A final issue relates to the definition of "high-risk" patients. I place patients into one of three groups: Group 1 patients are at very high risk for bleeding (e.g., left ventricular assist device insertion) or would refuse life-saving blood products (e.g., Jehovah's Witnesses). I support the use of full-dose aprotinin in these patients, without regard for whether it is "cost-effective." Group 2 patients are at high risk for bleeding (e.g. repeat median sternotomy, endocarditis). It is reasonable to use aprotinin routinely in these patients under the assumption, however, that one is not concerned with cost-effectiveness. There is no convincing evidence that the less expensive alternatives (i.e., synthetic antifibrinolytic agents) are unsafe, cause stroke,4 or worsen graft patency. Group 3 patients are at slightly increased risk for bleeding (e.g. preoperative use of aspirin or heparin). I believe that the costs and risks associated with aprotinin therapy are not justified in these patients, especially given the alternatives.

References

1. Levy JH et al. A multicenter, double-blind, placebo-controlled trial of aprotinin for reducing blood loss and the requirement for donor-blood transfusion in patients undergoing repeat coronary artery bypass grafting. Circulation. 1995; 92:2236-44.
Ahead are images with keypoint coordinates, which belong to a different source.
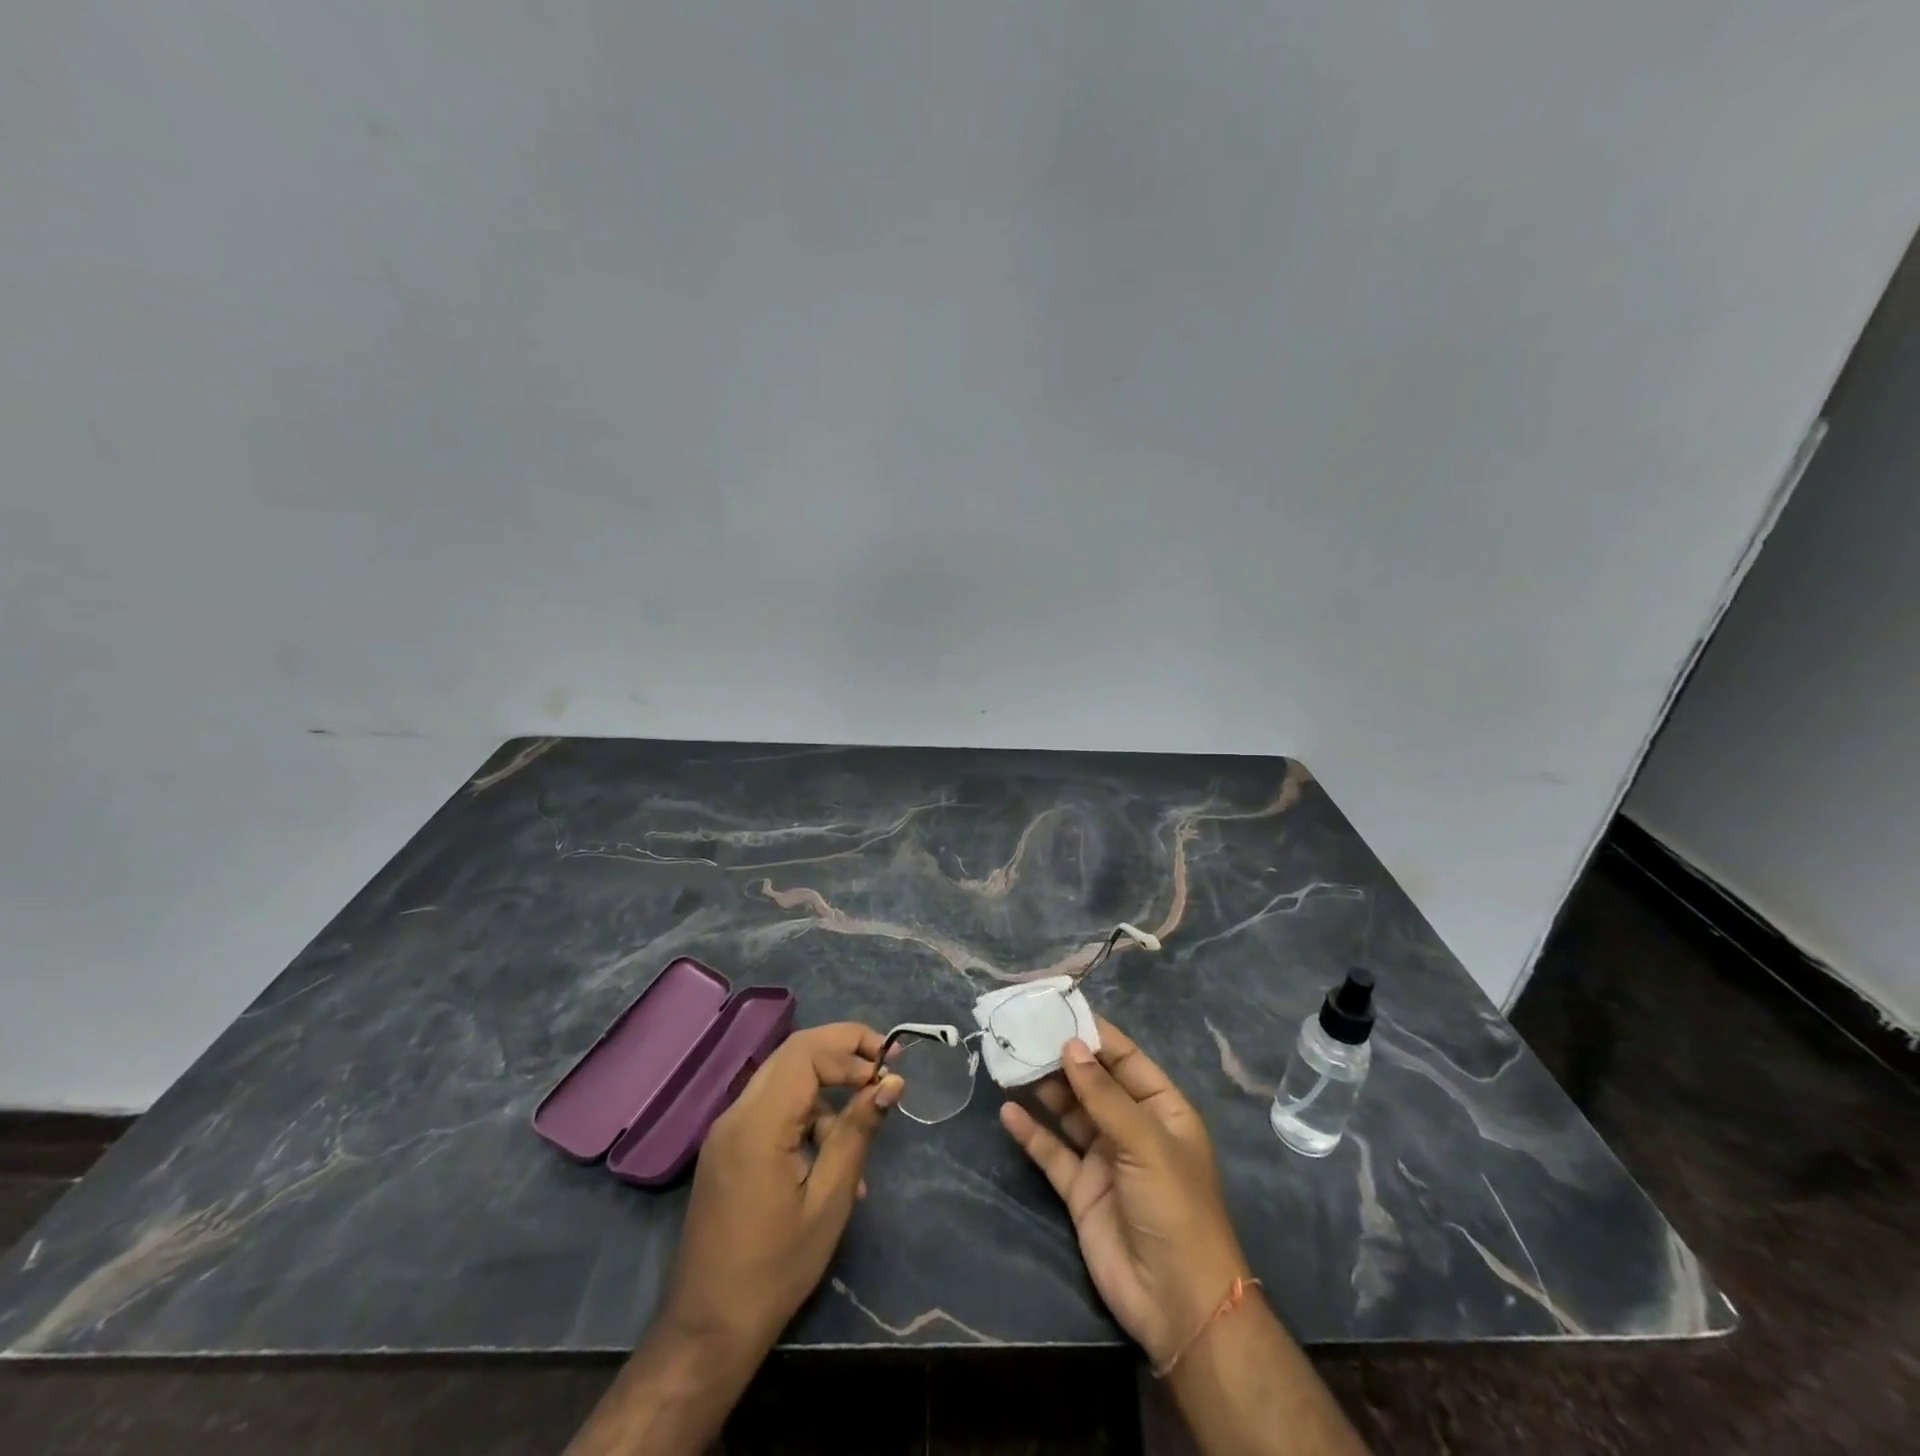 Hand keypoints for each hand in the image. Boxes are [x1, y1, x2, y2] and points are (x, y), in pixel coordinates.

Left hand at [662, 1022, 902, 1350]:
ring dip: (827, 1091)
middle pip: (794, 1054)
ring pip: (785, 1081)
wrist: (708, 1331)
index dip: (851, 1047)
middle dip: (842, 1052)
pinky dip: (807, 1117)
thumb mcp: (829, 1199)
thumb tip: (890, 1083)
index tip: (889, 1065)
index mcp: (758, 1123)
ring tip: (863, 1132)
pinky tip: (833, 1160)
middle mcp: (737, 1114)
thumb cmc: (776, 1269)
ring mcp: (727, 1131)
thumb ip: (858, 1132)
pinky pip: (773, 1110)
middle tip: (883, 1067)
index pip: (806, 1052)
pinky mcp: (728, 1149)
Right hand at [999, 1016, 1249, 1369]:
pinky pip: (1052, 1152)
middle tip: (1022, 1033)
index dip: (1095, 1034)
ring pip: (1069, 1113)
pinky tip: (1008, 1112)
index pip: (1125, 1059)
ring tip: (1009, 1063)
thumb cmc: (1174, 1206)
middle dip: (1061, 1060)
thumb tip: (1070, 1046)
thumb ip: (1103, 1095)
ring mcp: (1105, 1159)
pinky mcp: (1081, 1190)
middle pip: (1092, 1083)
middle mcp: (1132, 1128)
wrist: (1177, 1302)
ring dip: (1043, 1090)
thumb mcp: (1144, 1142)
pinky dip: (1031, 1133)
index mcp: (1161, 1109)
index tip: (1059, 1009) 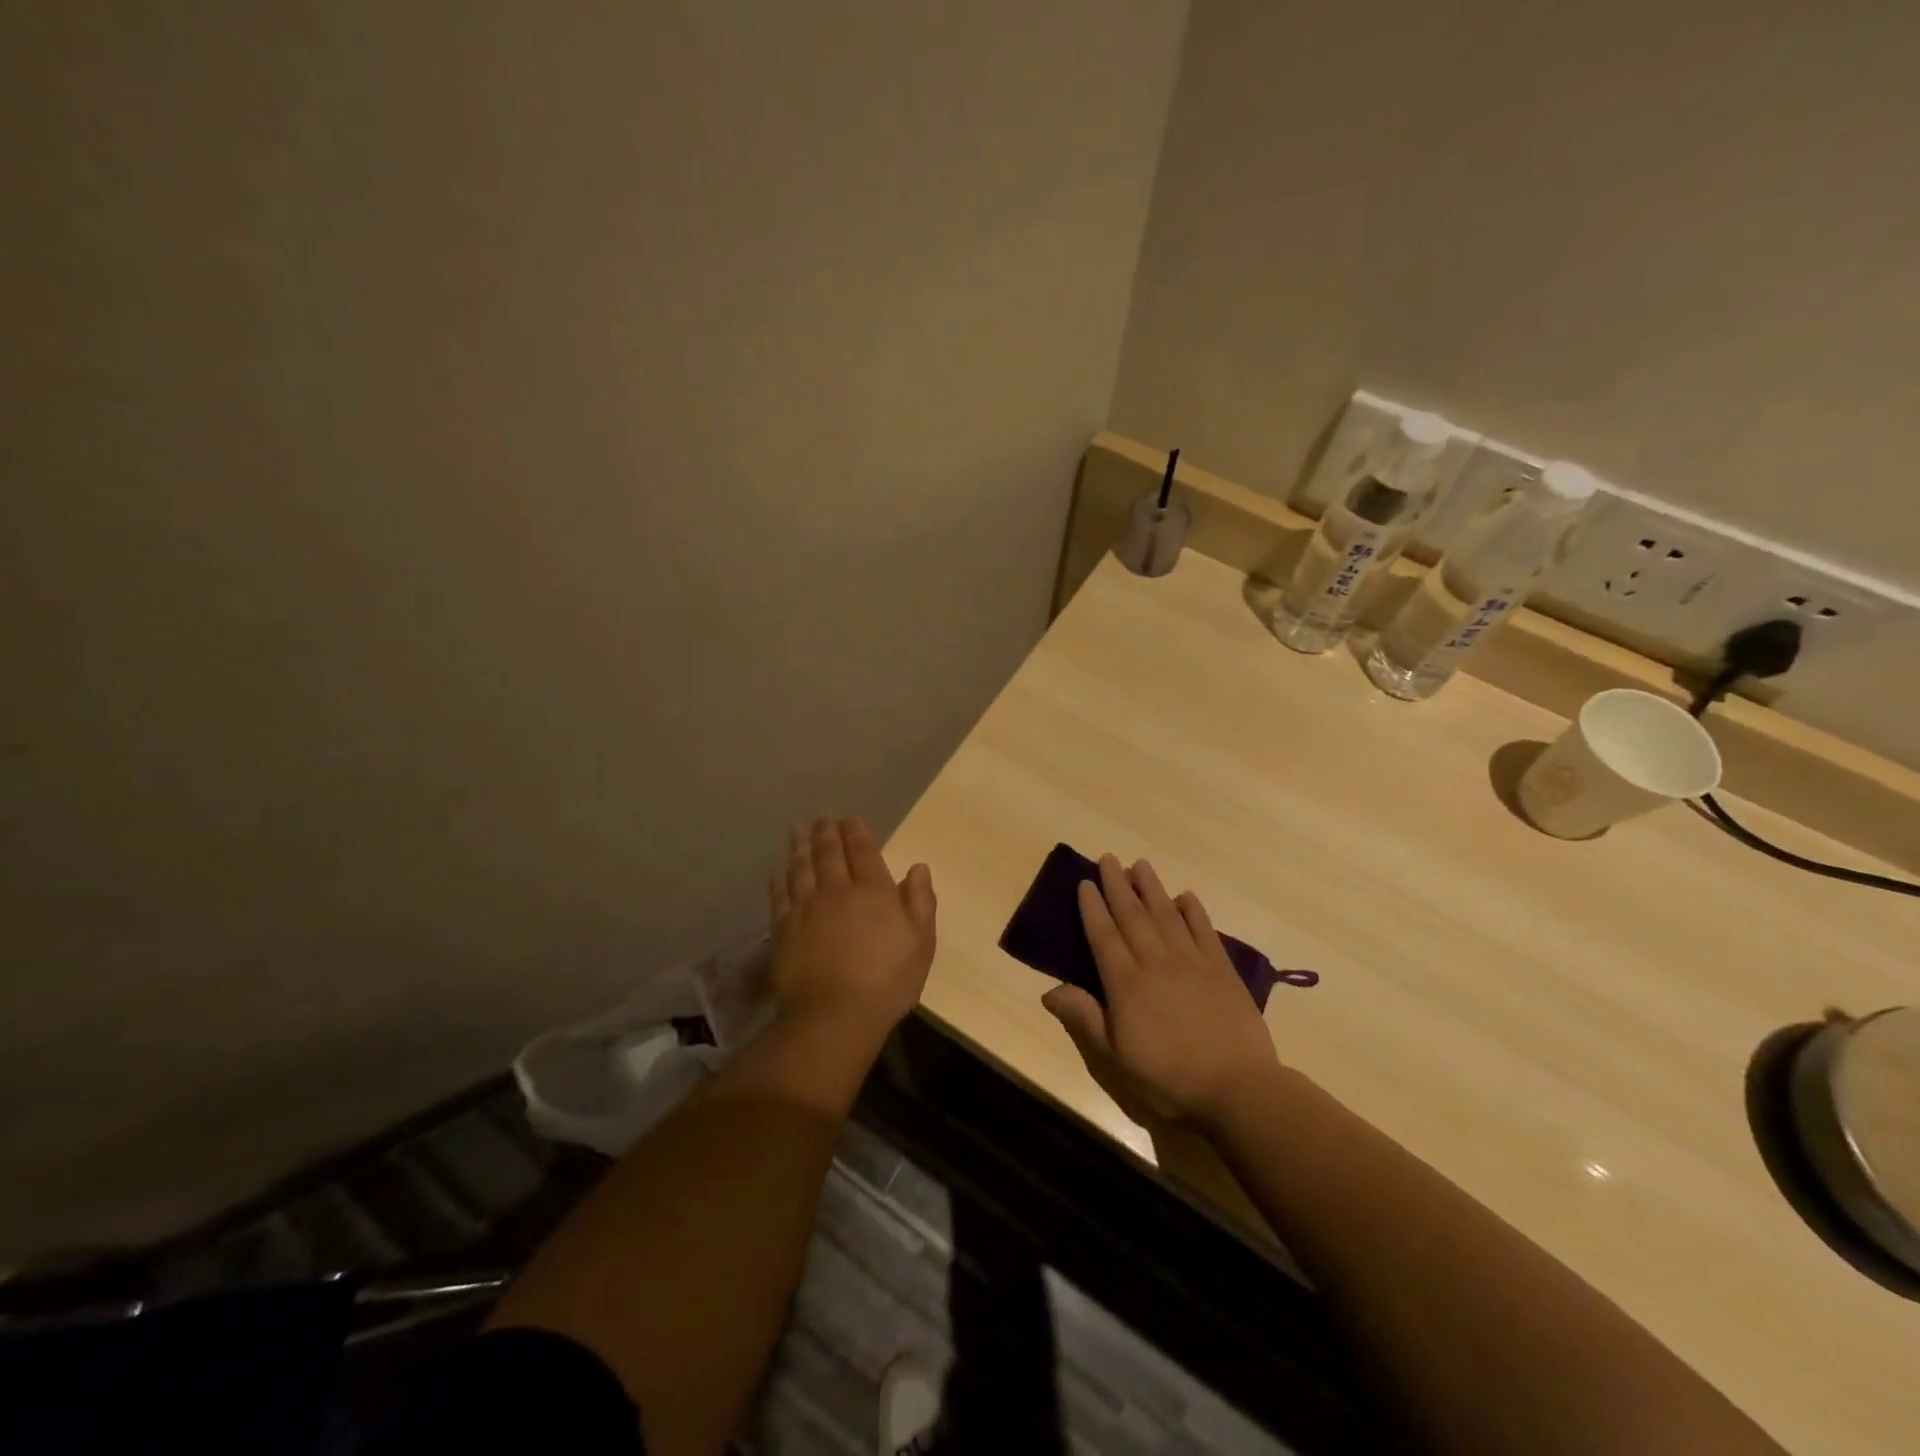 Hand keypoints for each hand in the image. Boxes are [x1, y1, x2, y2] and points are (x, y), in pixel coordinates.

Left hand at [768, 818, 936, 1045]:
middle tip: (822, 818)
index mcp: (873, 890)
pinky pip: (780, 894)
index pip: (862, 850)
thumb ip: (920, 901)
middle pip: (829, 852)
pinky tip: (779, 869)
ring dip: (800, 846)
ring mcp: (806, 907)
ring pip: (801, 866)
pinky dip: (780, 877)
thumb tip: (918, 867)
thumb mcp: (921, 943)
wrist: (835, 1015)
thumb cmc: (887, 981)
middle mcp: (837, 890)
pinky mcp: (783, 928)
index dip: (856, 832)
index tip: (850, 819)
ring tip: (799, 830)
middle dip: (826, 832)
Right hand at [1042, 855, 1278, 1128]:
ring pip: (1166, 913)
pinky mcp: (1221, 969)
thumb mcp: (1114, 1060)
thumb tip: (1049, 991)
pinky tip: (1185, 897)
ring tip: (1139, 864)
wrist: (1238, 1089)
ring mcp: (1191, 961)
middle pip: (1132, 915)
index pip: (1103, 935)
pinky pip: (1204, 929)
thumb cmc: (1168, 1079)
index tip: (1084, 882)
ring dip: (1151, 887)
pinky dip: (1193, 910)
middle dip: (1117, 885)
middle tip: (1108, 858)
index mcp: (1126, 983)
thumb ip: (1084, 1020)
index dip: (1092, 907)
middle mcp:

2. Royston D. High-dose aprotinin therapy: a review of the first five years' experience. J Cardiothorac Vasc Anesth. 1992; 6:76-100.

3. Bennett-Guerrero E et al. Cost-effectiveness and efficacy of aprotinin as compared with epsilon-aminocaproic acid in patients undergoing repeat cardiac operation: A randomized, blinded clinical trial. Anesthesiology 1997; 87:1373-80.

4. Bennett-Guerrero E et al. Epsilon-aminocaproic acid administration and stroke following coronary artery bypass graft surgery. Ann Thorac Surg 1999; 7:1283-7.